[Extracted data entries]
____________________

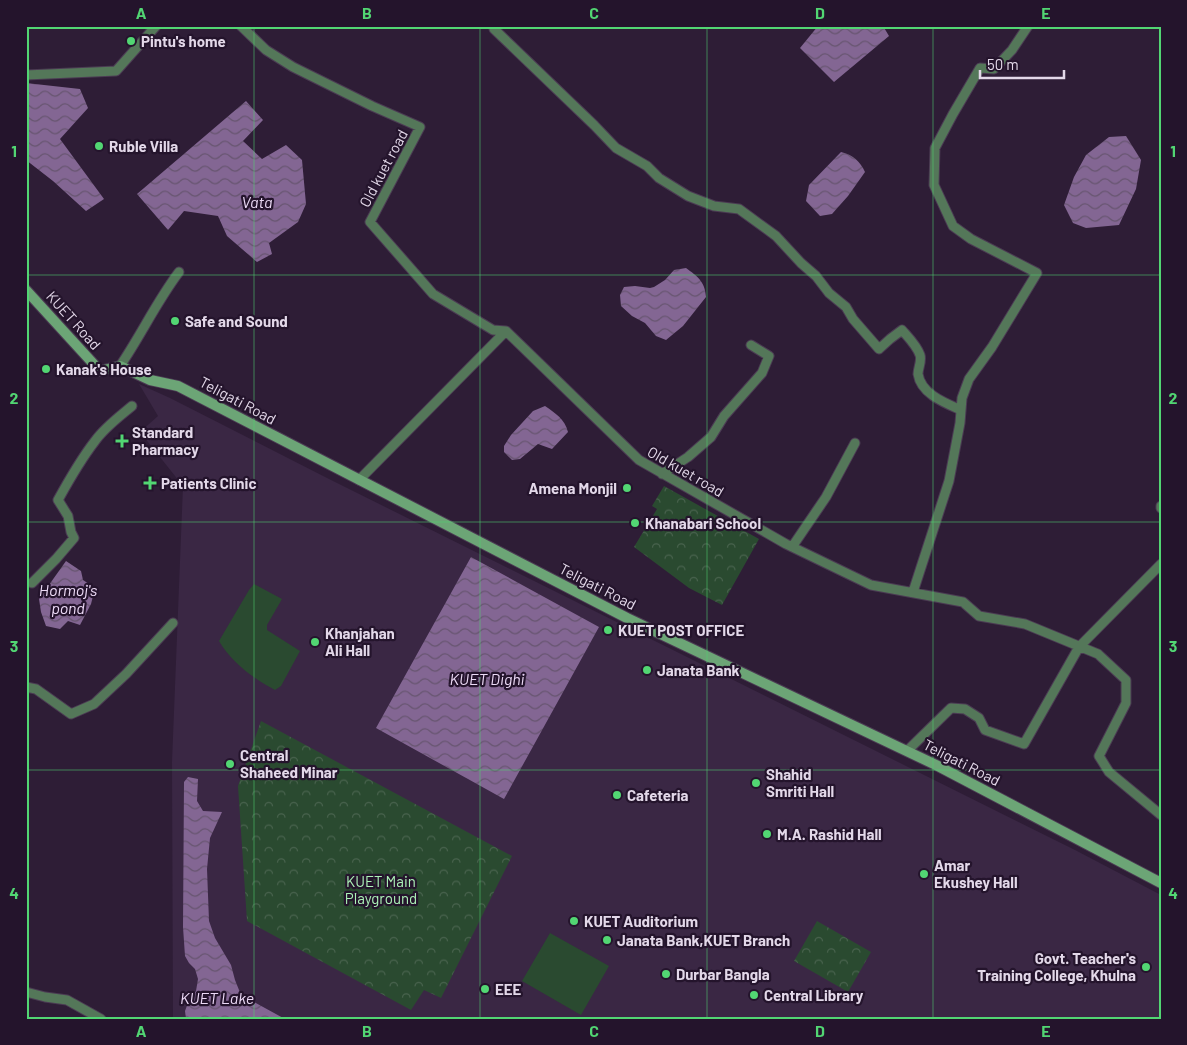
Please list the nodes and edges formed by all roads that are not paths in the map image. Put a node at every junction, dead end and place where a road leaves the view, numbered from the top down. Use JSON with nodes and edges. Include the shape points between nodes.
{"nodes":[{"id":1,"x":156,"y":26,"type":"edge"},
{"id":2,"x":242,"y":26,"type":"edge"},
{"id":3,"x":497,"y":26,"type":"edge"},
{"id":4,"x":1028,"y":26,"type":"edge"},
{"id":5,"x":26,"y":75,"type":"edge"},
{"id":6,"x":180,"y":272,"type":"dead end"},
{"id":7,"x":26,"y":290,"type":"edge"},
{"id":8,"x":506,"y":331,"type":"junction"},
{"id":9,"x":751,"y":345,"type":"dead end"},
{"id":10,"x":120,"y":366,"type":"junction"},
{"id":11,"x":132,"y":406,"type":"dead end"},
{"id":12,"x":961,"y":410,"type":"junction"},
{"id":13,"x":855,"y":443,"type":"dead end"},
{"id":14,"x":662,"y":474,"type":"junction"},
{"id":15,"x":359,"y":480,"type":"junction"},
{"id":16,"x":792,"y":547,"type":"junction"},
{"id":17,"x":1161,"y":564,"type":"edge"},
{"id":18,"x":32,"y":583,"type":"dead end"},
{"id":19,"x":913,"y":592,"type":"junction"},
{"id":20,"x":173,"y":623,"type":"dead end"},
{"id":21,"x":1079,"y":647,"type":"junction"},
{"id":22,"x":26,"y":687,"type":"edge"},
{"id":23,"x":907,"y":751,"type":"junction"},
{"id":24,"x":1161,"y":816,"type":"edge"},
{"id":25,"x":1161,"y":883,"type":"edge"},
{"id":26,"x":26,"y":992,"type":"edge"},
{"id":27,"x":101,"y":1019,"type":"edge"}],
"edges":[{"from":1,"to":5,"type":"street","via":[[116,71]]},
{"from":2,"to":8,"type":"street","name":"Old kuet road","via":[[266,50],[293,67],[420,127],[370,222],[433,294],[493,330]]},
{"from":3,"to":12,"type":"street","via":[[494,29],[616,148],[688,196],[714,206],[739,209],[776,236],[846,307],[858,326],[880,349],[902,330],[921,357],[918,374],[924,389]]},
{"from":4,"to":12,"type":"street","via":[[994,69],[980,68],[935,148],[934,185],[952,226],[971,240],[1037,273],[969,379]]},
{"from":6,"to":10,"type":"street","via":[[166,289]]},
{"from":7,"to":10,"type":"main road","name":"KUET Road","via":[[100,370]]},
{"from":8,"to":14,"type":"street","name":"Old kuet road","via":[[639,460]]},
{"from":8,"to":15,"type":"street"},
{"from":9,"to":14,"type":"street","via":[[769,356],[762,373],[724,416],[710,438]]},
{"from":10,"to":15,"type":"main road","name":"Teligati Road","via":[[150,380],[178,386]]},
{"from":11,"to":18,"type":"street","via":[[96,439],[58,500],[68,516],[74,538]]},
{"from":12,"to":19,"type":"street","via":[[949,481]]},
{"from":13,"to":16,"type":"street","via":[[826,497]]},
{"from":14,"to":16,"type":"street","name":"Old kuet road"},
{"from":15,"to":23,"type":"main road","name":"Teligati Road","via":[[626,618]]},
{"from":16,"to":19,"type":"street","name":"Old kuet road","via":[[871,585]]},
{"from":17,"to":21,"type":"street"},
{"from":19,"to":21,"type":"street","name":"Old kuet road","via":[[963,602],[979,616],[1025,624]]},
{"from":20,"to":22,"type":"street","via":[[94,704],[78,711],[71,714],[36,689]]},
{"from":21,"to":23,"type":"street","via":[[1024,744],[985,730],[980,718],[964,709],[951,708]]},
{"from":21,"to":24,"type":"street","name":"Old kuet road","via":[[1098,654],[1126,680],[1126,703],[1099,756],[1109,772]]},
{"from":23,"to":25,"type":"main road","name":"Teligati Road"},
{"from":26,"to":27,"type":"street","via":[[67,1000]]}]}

____________________

DESCRIPTION OF THE TASK ▸
All of the entries above should be retyped exactly, with the pictures left out.

REPLY ▸
Please list the nodes and edges formed by all roads that are not paths in the map image. Put a node at every junction, dead end and place where a road leaves the view, numbered from the top down. Use JSON with nodes and edges. Include the shape points between nodes.
{"nodes":[{"id":1,"x":156,"y":26,"type":"edge"},
{"id":2,"x":242,"y":26,"type":"edge"},
{"id":3,"x":497,"y":26,"type":"edge"},
{"id":4,"x":1028,"y":26,"type":"edge"},
{"id":5,"x":26,"y":75,"type":"edge"},
{"id":6,"x":180,"y":272,"type":"dead end"},
{"id":7,"x":26,"y":290,"type":"edge"},
{"id":8,"x":506,"y":331,"type":"junction"},
{"id":9,"x":751,"y":345,"type":"dead end"},
{"id":10,"x":120,"y":366,"type":"junction"},
{"id":11,"x":132,"y":406,"type":"dead end"},
{"id":12,"x":961,"y":410,"type":"junction"},
{"id":13,"x":855,"y":443,"type":"dead end"},
{"id":14,"x":662,"y":474,"type":"junction"},
{"id":15,"x":359,"y":480,"type":"junction"},
{"id":16,"x":792,"y":547,"type":"junction"},
{"id":17,"x":1161,"y":564,"type":"edge"},
{"id":18,"x":32,"y":583,"type":"dead end"},
{"id":19,"x":913,"y":592,"type":"junction"},
{"id":20,"x":173,"y":623,"type":"dead end"},
{"id":21,"x":1079,"y":647,"type":"junction"},
{"id":22,"x":26,"y":687,"type":"edge"},
{"id":23,"x":907,"y":751,"type":"junction"},
{"id":24,"x":1161,"y":816,"type":"edge"},
{"id":25,"x":1161,"y":883,"type":"edge"},
{"id":26,"x":26,"y":992,"type":"edge"},
{"id":27,"x":101,"y":1019,"type":"edge"}],
"edges":[{"from":1,"to":5,"type":"street","via":[[116,71]]},
{"from":2,"to":8,"type":"street","name":"Old kuet road","via":[[266,50],[293,67],[420,127],[370,222],[433,294],[493,330]]},
{"from":3,"to":12,"type":"street","via":[[494,29],[616,148],[688,196],[714,206],[739,209],[776,236],[846,307],[858,326],[880,349],[902,330],[921,357],[918,374],[924,389]]},
{"from":4,"to":12,"type":"street","via":[[994,69],[980,68],[935,148],[934,185],[952,226],[971,240],[1037,273],[969,379]]},
{"from":6,"to":10,"type":"street","via":[[166,289]]},
{"from":7,"to":10,"type":"main road","name":"KUET Road","via":[[100,370]]},
{"from":8,"to":14,"type":"street","name":"Old kuet road","via":[[639,460]]},
{"from":8,"to":15,"type":"street"},
{"from":9,"to":14,"type":"street","via":[[769,356],[762,373],[724,416],[710,438]]},
{"from":10,"to":15,"type":"main road","name":"Teligati Road","via":[[150,380],[178,386]]},
{"from":11,"to":18,"type":"street","via":[[96,439],[58,500],[68,516],[74,538]]},
{"from":12,"to":19,"type":"street","via":[[949,481]]},
{"from":13,"to":16,"type":"street","via":[[826,497]]},
{"from":14,"to":16,"type":"street","name":"Old kuet road"},
{"from":15,"to":23,"type":"main road","name":"Teligati Road","via":[[626,618]]},
{"from":16,"to":19,"type":"street","name":"Old kuet road","via":[[871,585]]},
{"from":17,"to":21,"type":"street"},
{"from":19,"to":21,"type":"street","name":"Old kuet road","via":[[963,602],[979,616],[1025,624]]},
{"from":20,"to":22,"type":"street","via":[[94,704],[78,711],[71,714],[36,689]]},
{"from":21,"to":23,"type":"street","via":[[1024,744],[985,730],[980,718],[964,709],[951,708]]},
{"from":21,"to":24,"type":"street","name":"Old kuet road","via":[[1098,654],[1126,680],[1126,703],[1099,756],[1109,772]]},
{"from":23,"to":25,"type":"main road","name":"Teligati Road"},
{"from":26,"to":27,"type":"street","via":[[67,1000]]}]}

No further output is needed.